I had an interesting group meeting with my composition
students yesterday. The main theme of the meeting seemed to be frustration.
Some students work primarily in digital media, but are interested in creating
music to be performed by live musicians on traditional acoustic instruments –
they’re frustrated by the limitations of those instruments, and the notation
they read. Some are primarily acoustic instrumentalists who are interested in
using notation software as a compositional tool – they’re frustrated by the
steep learning curve of the software, and the notational mistakes that the
software still allows them to make. Before this meeting, I’d spent a lot of
time thinking about the issues that my composition students have brought to my
attention in recent years in broad sweeping terms – what my work with what I
call “digital-first” composers has meant to my internal definitions of what
constitutes musical literacy, how I might help students from the digital world
compose effectively for acoustic media and vice versa, etc. However, after this
meeting, I came back to some hard truths about composition that I hadn’t
pondered for a long time:
1) Imagining new
music is easy (well, relatively easy).
2) Bringing it into
the world is hard, and takes skills.
3) Mastering those
skills takes work.
Lots of us have great ideas for new music in our minds – a little
snippet of something, or a big extended something. Bringing the music out into
the world is a different matter, and happens for different people in different
ways. Whatever your way happens to be, if you want to bring the music into the
world as you imagined it, you have to have a set of deep skills to make that
happen. If you’re creating stuff for digital media, you have to have deep
knowledge of your digital audio workstation in order to bring your imagined
music into the world exactly as you imagined it. If you’re creating stuff for
you to perform, you have to have deep knowledge of your performing medium. If
you’re creating stuff for other people to perform, you have to have deep
knowledge of both their performing media and the language in which they want
your compositional intent communicated to them. If there’s something you want
to use as a tool to help you in your compositional work, you need to have deep
knowledge of how that tool works, too. Developing each set of deep skills takes
time, dedication, and concentration, and the skills don’t necessarily cross
over – in my case, for example, my experience as an acoustic composer is no
substitute for DAW knowledge when I’m creating music for digital media.
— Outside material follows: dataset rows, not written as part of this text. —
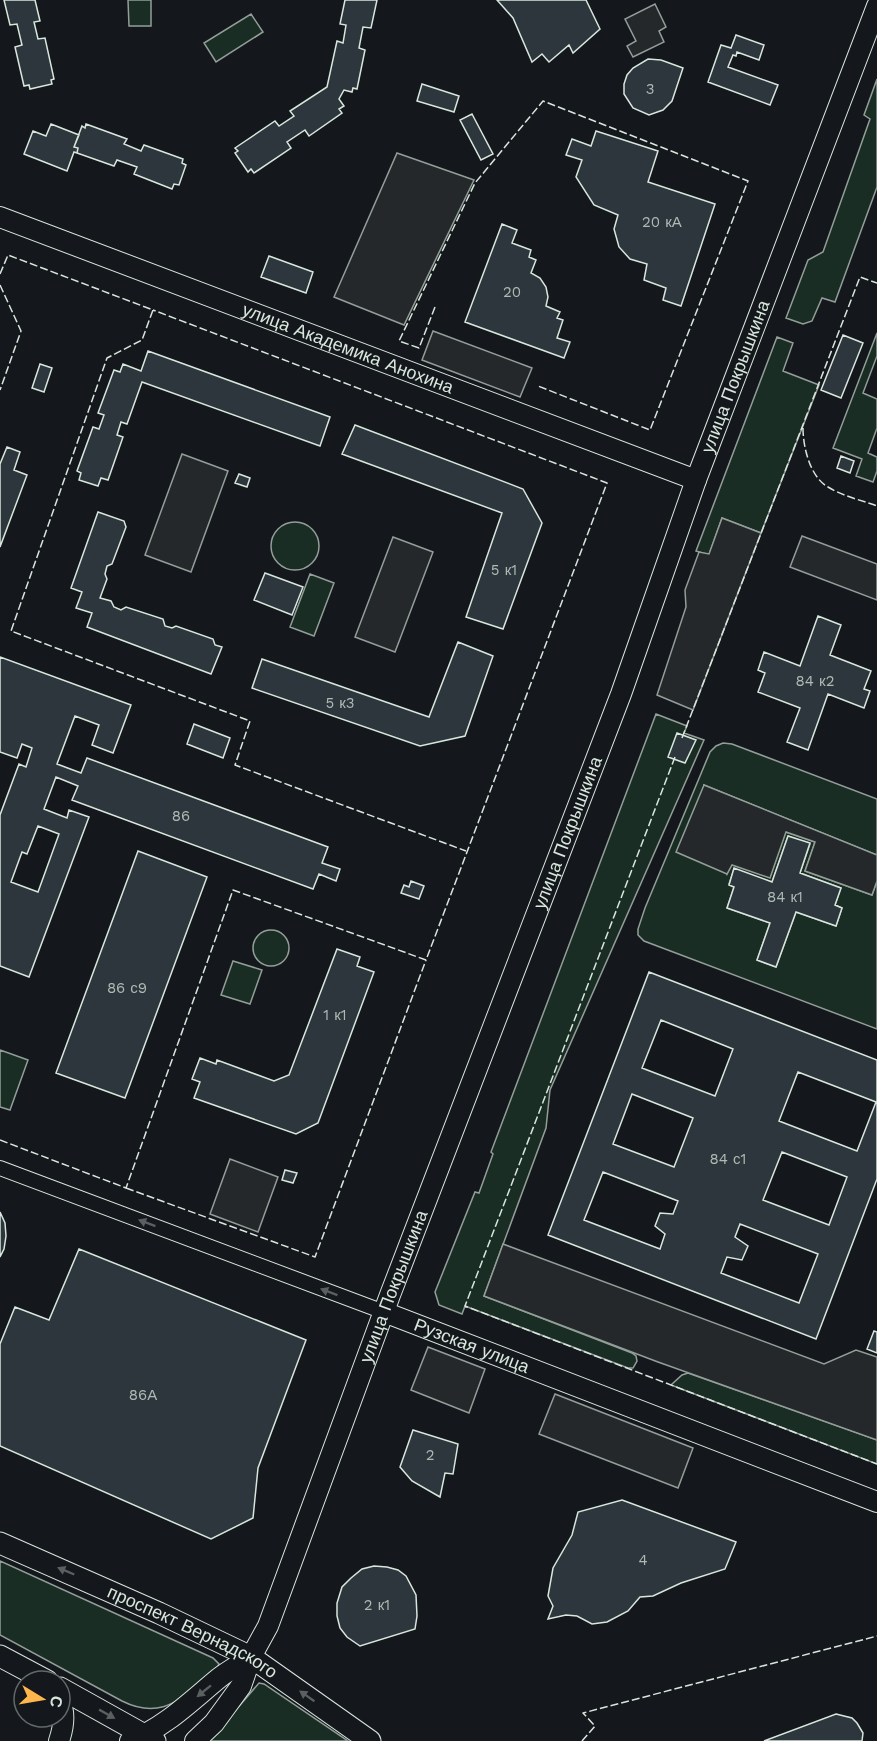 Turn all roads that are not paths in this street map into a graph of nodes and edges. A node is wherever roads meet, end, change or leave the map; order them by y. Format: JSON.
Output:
{"nodes":[{"id":1,"x":877,"y":6,"type":"edge"},
{"id":2,"x":0,"y":217,"type":"edge"},
{"id":3,"x":696,"y":480,"type":"junction"},
{"id":4,"x":0,"y":1168,"type":"edge"},
{"id":5,"x":384,"y":1312,"type":"junction"},
{"id":6,"x":877,"y":1502,"type":"edge"},
{"id":7,"x":0,"y":1543,"type":"edge"},
{"id":8,"x":0,"y":1656,"type":"edge"},
{"id":9,"x":251,"y":1657,"type":"junction"},
{"id":10,"x":24,"y":1669,"type":"edge"},
{"id":11,"x":72,"y":1695,"type":"edge"},
{"id":12,"x":143,"y":1739,"type":"edge"},
{"id":13,"x":195,"y":1741,"type":"edge"},
{"id":14,"x":370,"y":1741,"type":"edge"}],
"edges":[{"from":1,"to":3,"type":"main road","name":"улица Покрышкина"},
{"from":2,"to":3,"type":"main road","name":"улица Академика Анохина"},
{"from":3,"to":5,"type":"main road","name":"улица Покрышкина"},
{"from":5,"to":4,"type":"street","name":"Рузская улица","one_way":true},
{"from":5,"to":6,"type":"main road","name":"Рузская улица"},
{"from":5,"to":9,"type":"main road","name":"улица Покрышкина"},
{"from":9,"to":7,"type":"main road","name":"проспект Вернадского","one_way":true},
{"from":8,"to":10,"type":"main road"},
{"from":9,"to":12,"type":"main road","one_way":true},
{"from":9,"to":13,"type":"main road","name":"улица Покрышкина"},
{"from":14,"to":9,"type":"main road","name":"проспект Вернадского","one_way":true},
{"from":11,"to":12,"type":"main road","one_way":true}]}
It’s actually taken me several hours of thought and false
starts to get to that simple statement, and I imagine that my future posts will
follow up on some of those false starts, but I think this is a good place for
me to start this whole blogging adventure. Whatever else I might think or say
about composing music, it’s important to acknowledge that parts of it are
flat-out difficult, and require skills, knowledge, and hard work.